By Lowell L. Kalapa – Hawaii taxpayers should know that it is not only the Tax Review Commission that is eyeing ways to raise additional revenues, but also various special interest groups who have been frustrated by cuts to a variety of programs over the past few years as the economic recession took its toll on state tax revenues.
While lawmakers like to blame the poor economy for all the cuts they had to make to the state operating budget, they are by no means without blame for the decline of tax revenues. Perhaps believing that the euphoric high brought on by the rapid recovery after 9/11 gave them license to go where no man had dared to go in the past, lawmakers thought they could determine the economic destiny of the state by providing incentives to grow what they believed were the promises of tomorrow insofar as jobs and economic growth. While advocates of tax incentives argued that they would diversify the economic base and create jobs in the future, the underlying reason for such support boiled down to nothing more than self-interest.
Instead of unifying the community on a common goal, those tax incentives segmented the community into silos of special interests where businesses and industries sought to preserve and protect those special goodies at the expense of all other taxpayers. At the height of the high technology tax credit bonanza, it was pure heresy if one should criticize the tax credit. Even now, no one dare question the tax credits for film makers in the wake of productions like “The Descendants” which drew a wave of enthusiasm from across the globe, not so much for the plot or the story told as much as for the display of paradise and the natural beauty that is Hawaii’s alone.
The problem is that most observers, lawmakers included, don’t seem to make the connection that the tax incentives handed out for high technology, film production, or biofuel development come at an expense to the state treasury and all other taxpayers who are not so favored with a tax incentive. The result is a shortfall in the resources needed to keep vital state services and programs funded. And, of course, when lawmakers can’t find enough spending cuts that they can push through, they have turned to raising taxes.
That’s what is wrong with the approach that the current Tax Review Commission has taken by asking their consultants to project what it will cost to fund the current level of services some ten or twenty years into the future. That directive assumes that the programs and services currently provided cannot be reduced or be provided in a more efficient manner. The Commission seems to have overlooked the fact that it is not their kuleana to decide what services and programs are to be provided now or into the future. That decision is solely the responsibility of policymakers or legislators.
Instead of examining whether or not some of the recent efforts by lawmakers to raise additional revenues were fair and equitable, or for that matter evaluating whether or not many of the tax credits and other tax incentives over the past decade were effective in accomplishing their much touted goals, the Commission seems to have decided that, “if there’s not enough revenue in the forecast, go try increasing taxes to fill that shortfall.”
That perspective ignores the possibility that the people of Hawaii want or need all of those programs and services currently being provided. It also ignores whether or not the burden of taxes and fees being borne by current taxpayers is at all appropriate.
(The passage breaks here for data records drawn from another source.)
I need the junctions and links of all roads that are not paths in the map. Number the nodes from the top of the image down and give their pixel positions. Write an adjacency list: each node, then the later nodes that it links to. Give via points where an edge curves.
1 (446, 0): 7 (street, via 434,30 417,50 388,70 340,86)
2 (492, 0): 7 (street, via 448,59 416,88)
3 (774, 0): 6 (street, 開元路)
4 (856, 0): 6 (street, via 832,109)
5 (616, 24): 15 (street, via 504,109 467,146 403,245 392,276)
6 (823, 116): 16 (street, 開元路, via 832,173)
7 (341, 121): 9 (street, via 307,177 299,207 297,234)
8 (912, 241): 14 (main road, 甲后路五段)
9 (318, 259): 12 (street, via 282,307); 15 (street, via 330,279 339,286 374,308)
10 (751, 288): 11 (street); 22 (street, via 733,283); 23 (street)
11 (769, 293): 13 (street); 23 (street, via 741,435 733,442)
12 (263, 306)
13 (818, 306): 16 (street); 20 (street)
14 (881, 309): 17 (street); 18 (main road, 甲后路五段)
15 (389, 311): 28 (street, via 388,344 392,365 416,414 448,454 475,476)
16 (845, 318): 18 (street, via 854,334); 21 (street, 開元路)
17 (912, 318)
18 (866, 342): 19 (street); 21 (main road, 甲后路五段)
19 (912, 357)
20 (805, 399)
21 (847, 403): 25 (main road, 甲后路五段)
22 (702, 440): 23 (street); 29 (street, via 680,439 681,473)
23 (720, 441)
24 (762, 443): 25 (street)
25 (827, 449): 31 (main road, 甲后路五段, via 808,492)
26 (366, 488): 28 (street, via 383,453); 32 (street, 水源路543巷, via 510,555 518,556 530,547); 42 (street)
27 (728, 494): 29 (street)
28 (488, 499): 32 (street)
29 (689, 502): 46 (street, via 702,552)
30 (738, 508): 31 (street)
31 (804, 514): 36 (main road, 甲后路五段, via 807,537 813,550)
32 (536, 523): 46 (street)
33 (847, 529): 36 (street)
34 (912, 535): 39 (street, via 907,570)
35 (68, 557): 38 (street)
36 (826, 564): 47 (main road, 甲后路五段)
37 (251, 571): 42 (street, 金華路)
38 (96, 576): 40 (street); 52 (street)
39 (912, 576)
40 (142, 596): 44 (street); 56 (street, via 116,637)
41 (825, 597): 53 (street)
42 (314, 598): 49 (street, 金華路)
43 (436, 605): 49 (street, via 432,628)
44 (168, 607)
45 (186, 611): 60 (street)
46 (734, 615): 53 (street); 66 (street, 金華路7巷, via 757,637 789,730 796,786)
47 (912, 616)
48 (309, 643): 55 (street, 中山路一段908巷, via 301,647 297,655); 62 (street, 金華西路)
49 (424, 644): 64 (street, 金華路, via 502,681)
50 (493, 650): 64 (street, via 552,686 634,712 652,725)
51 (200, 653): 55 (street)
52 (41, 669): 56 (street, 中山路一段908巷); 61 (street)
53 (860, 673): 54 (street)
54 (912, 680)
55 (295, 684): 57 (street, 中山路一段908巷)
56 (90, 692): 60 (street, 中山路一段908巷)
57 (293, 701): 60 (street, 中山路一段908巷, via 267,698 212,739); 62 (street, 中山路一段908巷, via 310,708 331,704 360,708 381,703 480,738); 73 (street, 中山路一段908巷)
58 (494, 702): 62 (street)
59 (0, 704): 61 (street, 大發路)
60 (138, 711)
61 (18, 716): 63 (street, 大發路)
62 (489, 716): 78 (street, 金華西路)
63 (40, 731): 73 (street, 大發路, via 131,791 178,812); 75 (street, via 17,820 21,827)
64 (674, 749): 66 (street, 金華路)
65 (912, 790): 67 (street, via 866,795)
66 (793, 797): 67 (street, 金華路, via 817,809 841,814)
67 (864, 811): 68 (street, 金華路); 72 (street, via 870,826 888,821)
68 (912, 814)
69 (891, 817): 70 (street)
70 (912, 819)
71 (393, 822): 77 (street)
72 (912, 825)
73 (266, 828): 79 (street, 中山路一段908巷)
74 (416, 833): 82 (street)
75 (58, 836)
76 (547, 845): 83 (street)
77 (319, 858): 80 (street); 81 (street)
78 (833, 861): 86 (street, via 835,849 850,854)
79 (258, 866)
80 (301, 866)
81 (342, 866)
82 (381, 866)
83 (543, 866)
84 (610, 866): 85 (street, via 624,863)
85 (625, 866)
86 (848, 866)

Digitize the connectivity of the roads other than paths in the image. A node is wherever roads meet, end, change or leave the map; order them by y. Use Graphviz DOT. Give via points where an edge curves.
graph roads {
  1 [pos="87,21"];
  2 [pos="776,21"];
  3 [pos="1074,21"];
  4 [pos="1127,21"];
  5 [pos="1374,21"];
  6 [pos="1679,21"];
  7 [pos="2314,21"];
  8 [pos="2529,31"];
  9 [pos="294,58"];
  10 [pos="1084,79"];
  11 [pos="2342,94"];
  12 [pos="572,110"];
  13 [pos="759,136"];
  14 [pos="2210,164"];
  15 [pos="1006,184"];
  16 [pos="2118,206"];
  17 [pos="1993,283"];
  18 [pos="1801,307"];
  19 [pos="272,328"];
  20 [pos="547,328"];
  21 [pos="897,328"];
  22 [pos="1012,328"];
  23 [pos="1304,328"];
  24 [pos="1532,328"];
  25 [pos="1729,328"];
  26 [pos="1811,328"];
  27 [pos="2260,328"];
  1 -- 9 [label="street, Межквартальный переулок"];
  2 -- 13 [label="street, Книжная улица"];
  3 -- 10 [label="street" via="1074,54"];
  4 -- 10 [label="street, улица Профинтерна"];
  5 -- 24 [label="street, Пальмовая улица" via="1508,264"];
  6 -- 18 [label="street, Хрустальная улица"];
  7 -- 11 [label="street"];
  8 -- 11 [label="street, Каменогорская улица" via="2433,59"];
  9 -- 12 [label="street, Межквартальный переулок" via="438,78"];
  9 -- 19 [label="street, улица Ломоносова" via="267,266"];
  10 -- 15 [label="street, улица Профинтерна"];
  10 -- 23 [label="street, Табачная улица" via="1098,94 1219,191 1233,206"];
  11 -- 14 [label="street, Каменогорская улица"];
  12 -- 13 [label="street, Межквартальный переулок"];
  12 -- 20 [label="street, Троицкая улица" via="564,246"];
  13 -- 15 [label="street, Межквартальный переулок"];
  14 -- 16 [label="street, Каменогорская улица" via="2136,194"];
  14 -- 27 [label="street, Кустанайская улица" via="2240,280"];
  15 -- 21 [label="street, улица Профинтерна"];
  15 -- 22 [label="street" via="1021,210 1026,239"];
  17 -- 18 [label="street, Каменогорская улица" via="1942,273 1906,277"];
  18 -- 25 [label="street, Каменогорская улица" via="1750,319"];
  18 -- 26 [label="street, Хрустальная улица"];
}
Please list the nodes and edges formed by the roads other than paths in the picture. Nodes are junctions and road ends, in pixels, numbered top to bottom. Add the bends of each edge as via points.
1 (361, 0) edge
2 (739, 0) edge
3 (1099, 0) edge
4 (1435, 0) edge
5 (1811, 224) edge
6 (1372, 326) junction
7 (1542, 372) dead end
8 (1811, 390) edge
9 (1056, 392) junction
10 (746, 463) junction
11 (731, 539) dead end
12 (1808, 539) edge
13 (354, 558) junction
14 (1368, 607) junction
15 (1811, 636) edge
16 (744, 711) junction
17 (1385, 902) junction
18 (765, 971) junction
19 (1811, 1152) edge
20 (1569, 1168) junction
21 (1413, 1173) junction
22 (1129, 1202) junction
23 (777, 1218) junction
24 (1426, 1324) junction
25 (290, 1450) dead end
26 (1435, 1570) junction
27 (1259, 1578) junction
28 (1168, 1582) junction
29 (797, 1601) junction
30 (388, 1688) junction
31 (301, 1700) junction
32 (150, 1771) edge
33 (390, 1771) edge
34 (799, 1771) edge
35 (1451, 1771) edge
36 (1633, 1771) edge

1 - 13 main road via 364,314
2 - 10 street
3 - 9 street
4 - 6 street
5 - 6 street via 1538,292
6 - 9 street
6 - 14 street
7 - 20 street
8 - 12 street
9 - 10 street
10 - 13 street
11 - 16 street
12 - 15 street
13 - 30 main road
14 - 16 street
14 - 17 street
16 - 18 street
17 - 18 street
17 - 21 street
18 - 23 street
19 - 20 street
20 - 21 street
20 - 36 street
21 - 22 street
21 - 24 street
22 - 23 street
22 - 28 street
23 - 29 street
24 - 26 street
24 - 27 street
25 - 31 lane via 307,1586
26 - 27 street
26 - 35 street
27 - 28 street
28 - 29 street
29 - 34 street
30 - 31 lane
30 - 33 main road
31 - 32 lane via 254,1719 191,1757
Even the consultants have admitted in their midterm report that Hawaii, unlike many other states like Colorado and California, is not constrained by such initiatives as Proposition 13.
However, it is obvious that what the study will produce will have serious credibility problems especially when the consultants do not seem to be very familiar with nor seem to have done their homework in learning about Hawaii’s tax system. When the consultant declared that Hawaii has one of the lowest fuel tax rates in the nation while every other survey ranks Hawaii’s fuel tax rates to be the fourth highest in the nation, one has to question the credibility of their review.
Taxpayers should be concerned about the direction that the Tax Review Commission has taken as a review of the “cost drivers” of state spending is NOT a review of tax policy nor is it an evaluation of the state tax system. As noted earlier, the direction the Commission is taking is nothing more than a set-up of taxpayers for continuing tax increases down the road. Given that it is generally acknowledged that Hawaii has one of the heaviest tax burdens in the nation, further increases in the burden could have dire consequences. So taxpayers and lawmakers should beware.